注意:装好的柱要求连续、均匀,无纹格、无气泡,表面平整,否则倒回烧杯,重新装柱。整个过程液面不可低于树脂床面。
4.平衡
层析柱装好后,缓慢加入适量缓冲液至液面高于树脂面2-3cm。取一烧杯盛有25ml缓冲液,装好柱子,柱上端胶皮管通过恒流泵浸入烧杯液面以下,柱下端置另一烧杯收集洗出液。后开启泵,调节流速,以0.5ml/min(10滴/min)流速进行平衡,待25ml缓冲液基本用尽时即可加样。
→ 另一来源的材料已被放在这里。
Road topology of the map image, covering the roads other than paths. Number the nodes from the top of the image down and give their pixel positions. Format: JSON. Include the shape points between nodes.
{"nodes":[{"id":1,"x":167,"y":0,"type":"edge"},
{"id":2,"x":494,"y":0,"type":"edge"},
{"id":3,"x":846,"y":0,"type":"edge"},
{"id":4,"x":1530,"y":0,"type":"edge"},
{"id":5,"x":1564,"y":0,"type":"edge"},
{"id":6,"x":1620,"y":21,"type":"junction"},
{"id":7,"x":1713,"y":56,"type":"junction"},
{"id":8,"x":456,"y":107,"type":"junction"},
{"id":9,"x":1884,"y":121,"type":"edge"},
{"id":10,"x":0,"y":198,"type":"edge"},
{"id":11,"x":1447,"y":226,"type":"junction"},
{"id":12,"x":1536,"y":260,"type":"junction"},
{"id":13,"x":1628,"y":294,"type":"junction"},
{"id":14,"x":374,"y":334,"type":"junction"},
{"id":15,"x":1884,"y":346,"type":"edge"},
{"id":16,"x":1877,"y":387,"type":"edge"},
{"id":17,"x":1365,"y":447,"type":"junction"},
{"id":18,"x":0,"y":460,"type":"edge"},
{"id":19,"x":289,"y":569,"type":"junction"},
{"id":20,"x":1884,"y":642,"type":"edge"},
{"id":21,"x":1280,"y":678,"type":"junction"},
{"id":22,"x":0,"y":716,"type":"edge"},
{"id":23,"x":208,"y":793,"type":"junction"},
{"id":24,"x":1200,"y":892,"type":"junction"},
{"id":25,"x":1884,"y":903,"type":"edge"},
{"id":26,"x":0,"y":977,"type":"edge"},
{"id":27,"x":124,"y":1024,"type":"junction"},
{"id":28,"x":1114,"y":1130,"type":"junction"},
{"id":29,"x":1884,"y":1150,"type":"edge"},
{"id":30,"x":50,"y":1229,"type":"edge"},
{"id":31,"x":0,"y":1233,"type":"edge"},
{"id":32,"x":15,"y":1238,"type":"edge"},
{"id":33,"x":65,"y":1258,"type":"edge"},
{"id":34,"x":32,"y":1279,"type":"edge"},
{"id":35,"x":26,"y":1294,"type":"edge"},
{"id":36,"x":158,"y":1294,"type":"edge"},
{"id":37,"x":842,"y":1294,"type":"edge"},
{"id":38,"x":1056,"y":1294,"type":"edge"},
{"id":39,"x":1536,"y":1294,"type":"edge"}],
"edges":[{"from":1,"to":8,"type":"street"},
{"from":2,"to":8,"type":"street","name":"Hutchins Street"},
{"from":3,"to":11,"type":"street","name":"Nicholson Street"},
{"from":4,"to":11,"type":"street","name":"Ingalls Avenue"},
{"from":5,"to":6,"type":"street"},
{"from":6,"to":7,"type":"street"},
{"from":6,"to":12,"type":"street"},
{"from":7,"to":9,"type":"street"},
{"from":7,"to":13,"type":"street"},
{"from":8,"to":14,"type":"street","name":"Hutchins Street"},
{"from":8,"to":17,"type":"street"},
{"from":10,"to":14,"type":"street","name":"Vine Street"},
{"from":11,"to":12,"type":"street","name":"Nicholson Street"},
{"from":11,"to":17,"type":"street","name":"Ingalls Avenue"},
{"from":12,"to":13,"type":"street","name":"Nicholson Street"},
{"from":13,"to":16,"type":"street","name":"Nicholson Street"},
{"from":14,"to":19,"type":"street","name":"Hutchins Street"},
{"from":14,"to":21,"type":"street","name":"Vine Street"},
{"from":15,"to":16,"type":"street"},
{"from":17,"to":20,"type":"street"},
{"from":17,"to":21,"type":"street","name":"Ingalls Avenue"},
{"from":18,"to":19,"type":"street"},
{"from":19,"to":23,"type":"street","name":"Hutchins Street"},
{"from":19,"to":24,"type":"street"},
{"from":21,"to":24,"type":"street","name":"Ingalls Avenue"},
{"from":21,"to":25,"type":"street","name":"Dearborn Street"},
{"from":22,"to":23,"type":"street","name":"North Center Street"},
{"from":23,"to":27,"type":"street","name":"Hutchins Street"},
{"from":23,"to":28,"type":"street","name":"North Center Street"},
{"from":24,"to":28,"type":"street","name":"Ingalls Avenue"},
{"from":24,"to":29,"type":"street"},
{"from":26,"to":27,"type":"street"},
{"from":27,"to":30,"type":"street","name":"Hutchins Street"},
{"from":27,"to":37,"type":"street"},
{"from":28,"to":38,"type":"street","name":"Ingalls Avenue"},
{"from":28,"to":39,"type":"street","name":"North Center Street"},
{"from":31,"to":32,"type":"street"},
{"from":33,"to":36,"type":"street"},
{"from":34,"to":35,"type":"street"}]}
平衡过程大约40-50分钟。
5.加样
关闭恒流泵,打开层析柱上端,缓慢打开柱底出口夹子,放出层析柱内液体至层析柱内液体凹液面与树脂上表面约距1mm,立即关闭出口。由上端缓慢加入氨基酸混合液0.5ml(用吸量管沿柱壁四周均匀加入)。加样后打开止水夹,使液缓慢流出至凹液面与树脂上表面约距1mm,立即关闭止水夹。再加入0.5ml缓冲液(用吸量管沿柱壁四周均匀加入),打开止水夹,使液体缓慢流出至凹液面与树脂上表面再次约距1mm,重复此加入缓冲液操作2-3次,最后加缓冲液至液面高于柱顶2cm左右。
6.洗脱
将层析柱装好并使下端对准部分收集器上的一号小试管口,用PH5.3柠檬酸钠缓冲溶液以0.5ml/min(10滴每分钟)流速开始洗脱,小试管收集洗脱液,每管收集1ml,收集10管后,关闭恒流泵,同时夹住下端,改用0.01mol/L氢氧化钠溶液洗脱,同法继续收集11-35管。收集完毕后,关闭止水夹和恒流泵。(实验时柱内液体不可流干,柱子气密性不好时易出现流干情况)7.氨基酸色谱的测定
向各管收集液中加入2.5ml柠檬酸钠缓冲溶液,混匀后加入1ml茚三酮显色剂,在沸水中加热15min,取出冷却10min。以收集液第1管为空白,测定570nm波长处各管的光吸收值。以光吸收值为纵坐标,以洗脱管号(洗脱体积)为横坐标绘制氨基酸色谱图。(比色时请戴手套,避免将液体粘在手上或衣服上,实验完毕后请将树脂倒入指定回收处,并清洗所有实验用具)
8.树脂的回收与再生(小老师完成)
树脂回收后,用1mol/L氢氧化钠洗涤浸泡,再用蒸馏水洗至中性后,可再次使用。
【数据处理】
以光吸收值为纵坐标,洗脱管号(洗脱体积)为横坐标绘制氨基酸色谱图。
【思考题】 1.2.3.若实验结果的图谱中出现拖尾现象,试分析其原因。树脂的预处理中为何要将树脂转变为钠型? 试简述平衡的作用及流速快慢对实验结果的影响。
第二篇:氨基酸的离子交换色谱分离-上课讲稿
同学们好!下面开始上课。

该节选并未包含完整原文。